A copy is needed of each line in the records that has the word "left".

(Stored items)
_ _ _ _

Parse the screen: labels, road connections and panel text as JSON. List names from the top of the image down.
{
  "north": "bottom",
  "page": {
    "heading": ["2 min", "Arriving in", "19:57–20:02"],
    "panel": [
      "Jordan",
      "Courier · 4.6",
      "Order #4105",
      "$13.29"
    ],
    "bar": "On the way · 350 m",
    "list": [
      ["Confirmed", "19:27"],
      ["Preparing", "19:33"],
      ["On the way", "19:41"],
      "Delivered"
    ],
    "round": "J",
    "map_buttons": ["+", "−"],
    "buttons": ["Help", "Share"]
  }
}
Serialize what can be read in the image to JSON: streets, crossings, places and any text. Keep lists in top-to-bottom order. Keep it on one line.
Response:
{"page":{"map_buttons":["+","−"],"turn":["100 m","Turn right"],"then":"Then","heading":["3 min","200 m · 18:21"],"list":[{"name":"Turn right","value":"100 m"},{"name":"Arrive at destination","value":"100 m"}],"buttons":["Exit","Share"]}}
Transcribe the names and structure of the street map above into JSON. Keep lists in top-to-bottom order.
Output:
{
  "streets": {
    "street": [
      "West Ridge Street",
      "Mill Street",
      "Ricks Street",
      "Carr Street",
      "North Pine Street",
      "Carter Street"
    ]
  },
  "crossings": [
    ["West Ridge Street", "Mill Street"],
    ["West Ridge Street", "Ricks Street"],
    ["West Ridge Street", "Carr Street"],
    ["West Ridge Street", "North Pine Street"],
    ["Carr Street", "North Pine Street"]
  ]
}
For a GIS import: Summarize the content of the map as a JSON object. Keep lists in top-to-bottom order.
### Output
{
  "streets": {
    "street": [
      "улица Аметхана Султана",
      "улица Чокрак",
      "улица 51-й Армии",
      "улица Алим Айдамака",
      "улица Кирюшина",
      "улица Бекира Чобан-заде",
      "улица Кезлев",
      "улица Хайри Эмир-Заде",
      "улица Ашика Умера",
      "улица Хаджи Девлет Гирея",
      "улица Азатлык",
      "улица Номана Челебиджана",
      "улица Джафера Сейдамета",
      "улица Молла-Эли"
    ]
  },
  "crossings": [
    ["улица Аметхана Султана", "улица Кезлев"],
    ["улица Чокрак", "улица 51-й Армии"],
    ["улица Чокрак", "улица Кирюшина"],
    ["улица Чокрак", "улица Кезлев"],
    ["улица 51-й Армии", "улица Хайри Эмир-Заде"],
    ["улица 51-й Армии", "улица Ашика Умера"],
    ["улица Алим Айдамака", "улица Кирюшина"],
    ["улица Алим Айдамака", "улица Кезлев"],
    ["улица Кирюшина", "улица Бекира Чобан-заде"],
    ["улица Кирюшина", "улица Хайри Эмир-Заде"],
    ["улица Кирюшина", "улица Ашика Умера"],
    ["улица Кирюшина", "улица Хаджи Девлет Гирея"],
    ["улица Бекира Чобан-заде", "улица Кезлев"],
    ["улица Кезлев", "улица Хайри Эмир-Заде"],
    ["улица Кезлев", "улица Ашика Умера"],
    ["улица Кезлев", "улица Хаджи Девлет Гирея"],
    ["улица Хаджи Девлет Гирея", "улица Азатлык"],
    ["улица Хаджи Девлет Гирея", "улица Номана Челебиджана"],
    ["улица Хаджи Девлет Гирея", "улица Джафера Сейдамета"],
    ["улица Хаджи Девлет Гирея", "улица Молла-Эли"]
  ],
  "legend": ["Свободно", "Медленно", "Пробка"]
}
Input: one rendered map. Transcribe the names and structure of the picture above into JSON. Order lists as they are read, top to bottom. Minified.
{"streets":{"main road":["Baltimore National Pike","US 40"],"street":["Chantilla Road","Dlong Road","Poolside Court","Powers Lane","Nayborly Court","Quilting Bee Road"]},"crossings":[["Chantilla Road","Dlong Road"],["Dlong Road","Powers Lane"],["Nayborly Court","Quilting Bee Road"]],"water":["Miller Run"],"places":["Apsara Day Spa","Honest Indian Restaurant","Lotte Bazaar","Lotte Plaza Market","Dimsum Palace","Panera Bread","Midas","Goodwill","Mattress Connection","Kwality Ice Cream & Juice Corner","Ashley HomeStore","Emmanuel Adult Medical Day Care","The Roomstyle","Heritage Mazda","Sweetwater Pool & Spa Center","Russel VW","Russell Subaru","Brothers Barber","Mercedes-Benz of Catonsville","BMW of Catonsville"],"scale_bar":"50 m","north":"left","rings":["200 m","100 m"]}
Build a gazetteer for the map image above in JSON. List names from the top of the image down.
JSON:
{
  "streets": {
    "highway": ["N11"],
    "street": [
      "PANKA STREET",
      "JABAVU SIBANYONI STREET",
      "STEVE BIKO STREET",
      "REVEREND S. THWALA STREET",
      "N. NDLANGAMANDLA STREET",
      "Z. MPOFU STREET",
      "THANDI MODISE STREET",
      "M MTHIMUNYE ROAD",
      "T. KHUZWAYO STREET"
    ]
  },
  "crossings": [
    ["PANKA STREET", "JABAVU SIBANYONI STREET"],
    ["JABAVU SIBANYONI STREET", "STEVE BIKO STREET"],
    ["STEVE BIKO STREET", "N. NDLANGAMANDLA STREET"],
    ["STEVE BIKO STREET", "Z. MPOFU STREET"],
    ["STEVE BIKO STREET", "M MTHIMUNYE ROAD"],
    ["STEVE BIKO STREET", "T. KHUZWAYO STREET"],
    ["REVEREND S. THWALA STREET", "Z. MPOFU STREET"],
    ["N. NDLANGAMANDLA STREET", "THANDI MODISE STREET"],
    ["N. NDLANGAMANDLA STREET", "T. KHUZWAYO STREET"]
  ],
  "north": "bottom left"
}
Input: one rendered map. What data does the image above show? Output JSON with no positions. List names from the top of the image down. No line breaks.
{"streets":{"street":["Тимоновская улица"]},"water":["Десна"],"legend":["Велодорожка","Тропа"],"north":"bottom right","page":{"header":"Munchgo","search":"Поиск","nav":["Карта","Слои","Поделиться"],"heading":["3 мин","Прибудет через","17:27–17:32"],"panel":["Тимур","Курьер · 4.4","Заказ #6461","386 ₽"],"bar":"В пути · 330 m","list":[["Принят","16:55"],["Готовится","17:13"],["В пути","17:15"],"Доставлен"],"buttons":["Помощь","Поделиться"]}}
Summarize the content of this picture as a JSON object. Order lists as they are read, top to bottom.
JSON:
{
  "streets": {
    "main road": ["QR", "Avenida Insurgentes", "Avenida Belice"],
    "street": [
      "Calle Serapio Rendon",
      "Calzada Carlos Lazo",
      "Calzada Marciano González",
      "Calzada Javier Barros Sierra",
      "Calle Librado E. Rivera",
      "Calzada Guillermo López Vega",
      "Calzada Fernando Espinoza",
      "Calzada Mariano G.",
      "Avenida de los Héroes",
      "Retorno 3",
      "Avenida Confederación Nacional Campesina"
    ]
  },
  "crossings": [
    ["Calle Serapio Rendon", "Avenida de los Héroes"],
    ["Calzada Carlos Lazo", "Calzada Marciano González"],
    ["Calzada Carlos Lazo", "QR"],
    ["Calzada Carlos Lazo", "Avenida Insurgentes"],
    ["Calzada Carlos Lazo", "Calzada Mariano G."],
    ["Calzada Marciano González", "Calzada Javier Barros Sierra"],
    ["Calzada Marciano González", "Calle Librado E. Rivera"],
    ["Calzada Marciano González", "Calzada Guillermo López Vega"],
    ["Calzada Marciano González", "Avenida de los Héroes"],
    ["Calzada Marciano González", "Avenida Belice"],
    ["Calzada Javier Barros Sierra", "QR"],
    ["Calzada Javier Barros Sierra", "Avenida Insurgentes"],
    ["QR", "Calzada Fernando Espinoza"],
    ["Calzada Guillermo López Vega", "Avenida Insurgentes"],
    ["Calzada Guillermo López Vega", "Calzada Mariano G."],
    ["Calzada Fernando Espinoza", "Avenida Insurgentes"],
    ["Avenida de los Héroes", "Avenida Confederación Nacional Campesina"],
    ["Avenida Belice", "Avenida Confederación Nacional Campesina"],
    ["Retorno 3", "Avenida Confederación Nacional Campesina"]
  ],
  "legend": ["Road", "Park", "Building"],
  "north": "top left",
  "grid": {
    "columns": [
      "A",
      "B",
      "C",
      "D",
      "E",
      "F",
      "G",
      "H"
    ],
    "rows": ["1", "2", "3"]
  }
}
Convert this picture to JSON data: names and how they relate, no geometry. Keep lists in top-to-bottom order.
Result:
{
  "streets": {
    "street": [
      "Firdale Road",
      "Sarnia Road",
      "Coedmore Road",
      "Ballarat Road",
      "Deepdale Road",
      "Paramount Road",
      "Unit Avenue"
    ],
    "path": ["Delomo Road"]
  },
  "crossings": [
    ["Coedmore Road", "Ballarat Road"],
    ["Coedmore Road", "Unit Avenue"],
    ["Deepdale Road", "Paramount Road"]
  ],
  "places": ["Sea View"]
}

_ _ _ _

# YOUR SOLUTION
{"streets":{"main road":["Baltimore National Pike","US 40"],"street":["Chantilla Road","Dlong Road","Poolside Court","Powers Lane","Nayborly Court","Quilting Bee Road"]},"crossings":[["Chantilla Road","Dlong Road"],["Dlong Road","Powers Lane"],["Nayborly Court","Quilting Bee Road"]],"water":["Miller Run"],"places":["Apsara Day Spa","Honest Indian Restaurant","Lotte Bazaar","Lotte Plaza Market","Dimsum Palace","Panera Bread","Midas","Goodwill","Mattress Connection","Kwality Ice Cream & Juice Corner","Ashley HomeStore","Emmanuel Adult Medical Day Care","The Roomstyle","Heritage Mazda","Sweetwater Pool & Spa Center","Russel VW","Russell Subaru","Brothers Barber","Mercedes-Benz of Catonsville","BMW of Catonsville"],"scale_bar":"50 m","north":"left","rings":["200 m","100 m"]}
  "north": "bottom left"
  "north": "top left",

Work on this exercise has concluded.